La ville de Six-Fours et de Sanary font front commun pour lutter contre les odeurs de la Reppe

Chaque année, les mêmes plaintes reviennent. Sous le petit pont qui sépare Six-Fours de Sanary, la quantité de posidonies qui s’accumulent durant l’année provoque dès les premiers rayons du soleil estivales des nuisances olfactives fortes. Dès 21 heures, ce soir, les premiers travaux visant à soulager les habitants et touristes commencent. 

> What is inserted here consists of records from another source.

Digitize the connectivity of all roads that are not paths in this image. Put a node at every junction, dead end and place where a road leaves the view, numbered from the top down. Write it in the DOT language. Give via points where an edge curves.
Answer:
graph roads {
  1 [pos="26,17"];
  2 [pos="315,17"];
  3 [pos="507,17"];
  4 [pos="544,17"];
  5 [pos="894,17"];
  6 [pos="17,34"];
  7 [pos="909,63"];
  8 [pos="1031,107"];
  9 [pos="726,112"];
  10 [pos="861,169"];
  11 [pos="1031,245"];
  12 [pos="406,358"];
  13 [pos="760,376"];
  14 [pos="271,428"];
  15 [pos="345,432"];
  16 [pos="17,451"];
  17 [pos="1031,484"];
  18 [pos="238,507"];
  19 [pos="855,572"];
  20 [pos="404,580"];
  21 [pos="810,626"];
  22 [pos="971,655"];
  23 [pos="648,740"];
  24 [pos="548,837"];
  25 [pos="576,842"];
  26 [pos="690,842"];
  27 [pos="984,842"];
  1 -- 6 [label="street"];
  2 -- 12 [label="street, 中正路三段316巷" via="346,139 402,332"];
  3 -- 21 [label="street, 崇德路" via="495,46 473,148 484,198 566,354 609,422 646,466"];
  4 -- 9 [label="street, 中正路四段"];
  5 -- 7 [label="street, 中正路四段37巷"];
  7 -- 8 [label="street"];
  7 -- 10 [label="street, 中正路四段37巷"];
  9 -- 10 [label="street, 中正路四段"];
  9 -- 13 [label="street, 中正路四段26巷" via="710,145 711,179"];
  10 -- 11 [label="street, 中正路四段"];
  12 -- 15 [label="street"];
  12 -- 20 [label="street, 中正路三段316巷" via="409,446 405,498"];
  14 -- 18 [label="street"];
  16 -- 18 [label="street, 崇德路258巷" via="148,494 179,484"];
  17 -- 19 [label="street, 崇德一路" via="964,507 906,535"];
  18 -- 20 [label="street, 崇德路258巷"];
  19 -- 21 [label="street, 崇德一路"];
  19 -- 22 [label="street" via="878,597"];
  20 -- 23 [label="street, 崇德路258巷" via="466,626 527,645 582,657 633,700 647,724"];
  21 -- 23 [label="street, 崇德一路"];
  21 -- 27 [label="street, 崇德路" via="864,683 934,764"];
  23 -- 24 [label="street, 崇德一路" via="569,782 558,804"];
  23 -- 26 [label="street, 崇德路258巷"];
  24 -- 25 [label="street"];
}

1000 tonnes enlevées l’année dernière au cours du même processus:

Depuis 2017, le Syndicat de la Reppe, du Grand Vallat et de ses affluents sont en mesure, après concertation avec la Métropole Toulon Provence Méditerranée, de conduire une opération d’enlèvement mécanique des posidonies accumulées durant les derniers mois. L’année dernière, ce n’était pas moins de 1000 tonnes qui avaient été enlevées avant juillet.

Explication du phénomène :

Au large du littoral varois, la Méditerranée héberge des plantes aquatiques protégées. Lorsque les posidonies meurent, elles se détachent de l’herbier et sont transportées par les courants marins.

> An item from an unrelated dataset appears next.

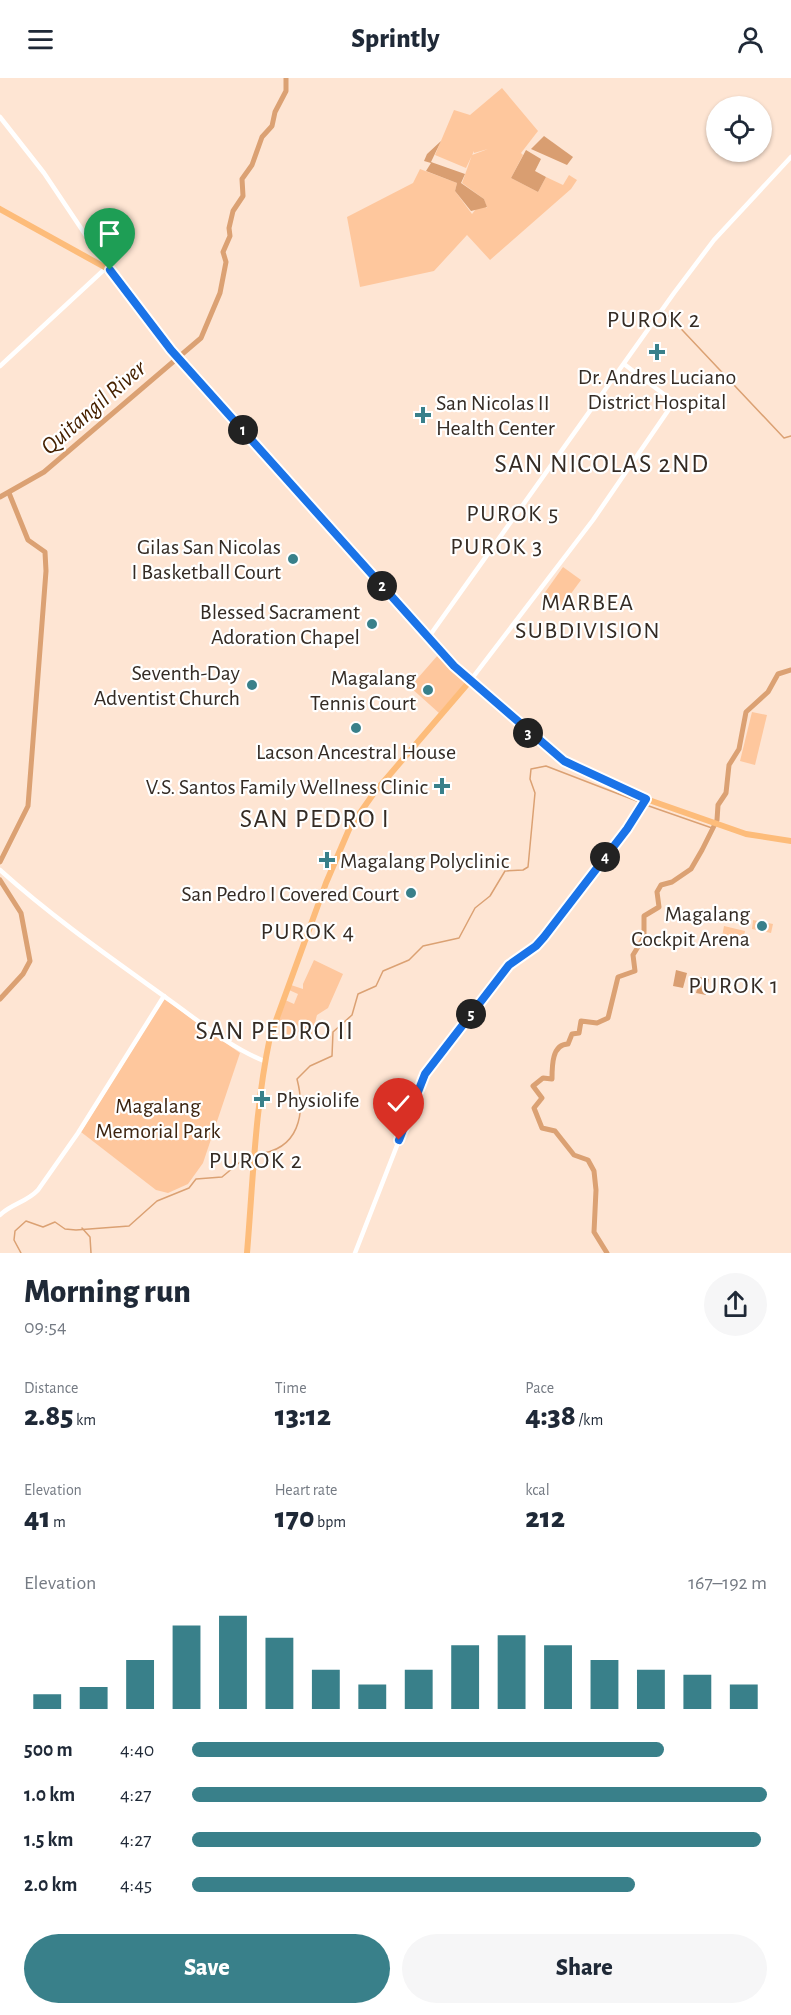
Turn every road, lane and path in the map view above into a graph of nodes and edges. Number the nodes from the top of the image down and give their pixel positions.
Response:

La courantologie locale reste à approfondir mais les observations sur le terrain laissent à supposer que la dérive littorale achemine ainsi les feuilles de posidonie morte vers l’estuaire de la Reppe.

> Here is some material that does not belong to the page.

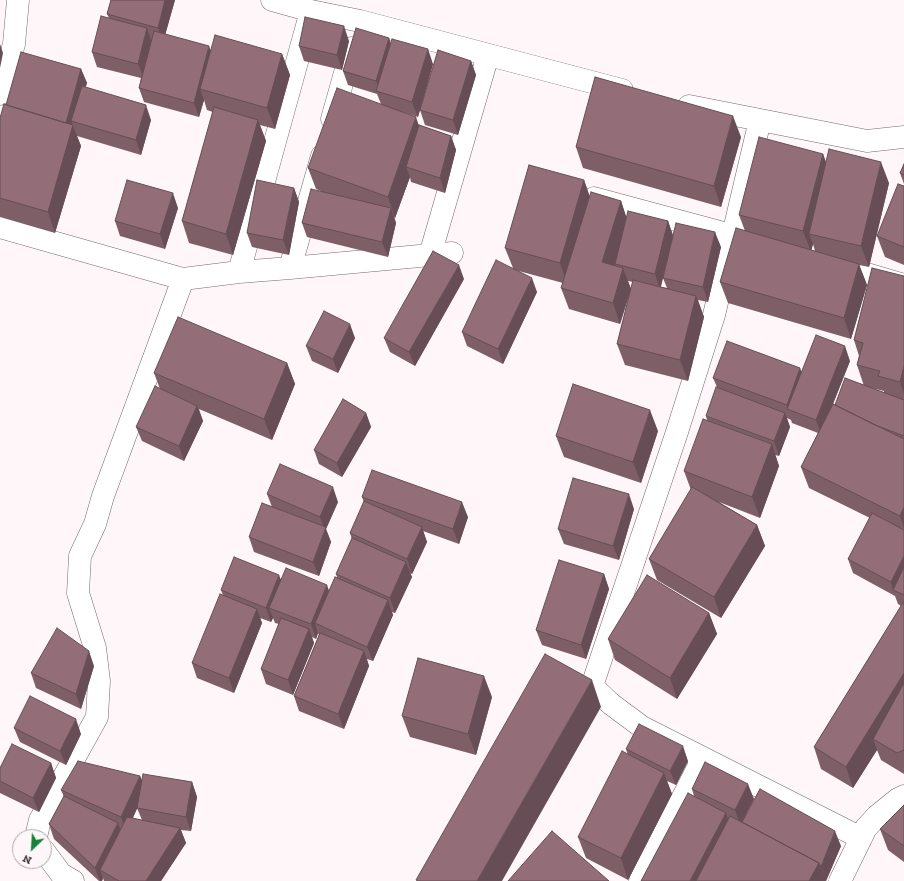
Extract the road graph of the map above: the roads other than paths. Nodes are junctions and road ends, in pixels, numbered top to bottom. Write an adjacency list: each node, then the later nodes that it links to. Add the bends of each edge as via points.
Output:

Il est constaté, qu’au seuil de battage des eaux de mer, se forment des plages de dépôts. Hors période de crues, ces dépôts s’accumulent sur de longues périodes et entrent en décomposition, générant des odeurs nauséabondes incommodant les riverains.

Les travaux en quelques mots :

Les travaux commenceront Lundi 25 juin de 21h à 6h du matin.

Des camions-bennes et une grue seront utilisés pour retirer et évacuer les embâcles du cours d’eau.

La durée prévisionnelle des travaux est d’environ 5 jours.

La zone à proximité des cales de mise à l’eau sera réquisitionnée le temps des travaux pour permettre le ressuyage du tas fraîchement retiré de l’embouchure.

En 2017, près de 1000 tonnes d’embâcles ont été évacuées pour un coût de 175 000 euros TTC. Cette année, les quantités semblent moins importantes, elles seront communiquées après l’intervention.

À la recherche d’une solution pérenne :

Le SRGV a engagé, au cours de ces dernières années, diverses opérations visant à résorber les nuisances olfactives. Retenons en particulier :

  • Le curage du lit en amont du pont sur la Reppe ;
  • Le saupoudrage de craie visant à stabiliser les boues en décomposition.

Ces techniques curatives appliquées sur le site ont eu une action positive mais limitée dans le temps.

Plus récemment, le SRGV a commandé une étude de faisabilité pour identifier des alternatives permettant d’empêcher la remontée de débris d’algues et de posidonies dans l’embouchure. Les conclusions de cette étude proposaient des solutions trop onéreuses au regard des contraintes créées et des gains apportés.

Aujourd’hui, il s’agit donc de rechercher une solution pérenne et efficace permettant de traiter les débris en décomposition directement dans le milieu naturel.

Solution à l’étude:

En collaboration avec les services de la Préfecture, le syndicat étudie actuellement la mise en place d’un protocole expérimental visant à dégrader les embâcles biologiquement à partir de micro-organismes spécifiques.

Il s’agit d’un processus assez long (premiers résultats visibles au bout d’un an minimum) qui permettra à terme de réduire la quantité de matière à évacuer afin de rétablir le bon écoulement des eaux et d’éradiquer les nuisances olfactives à proximité de l’embouchure.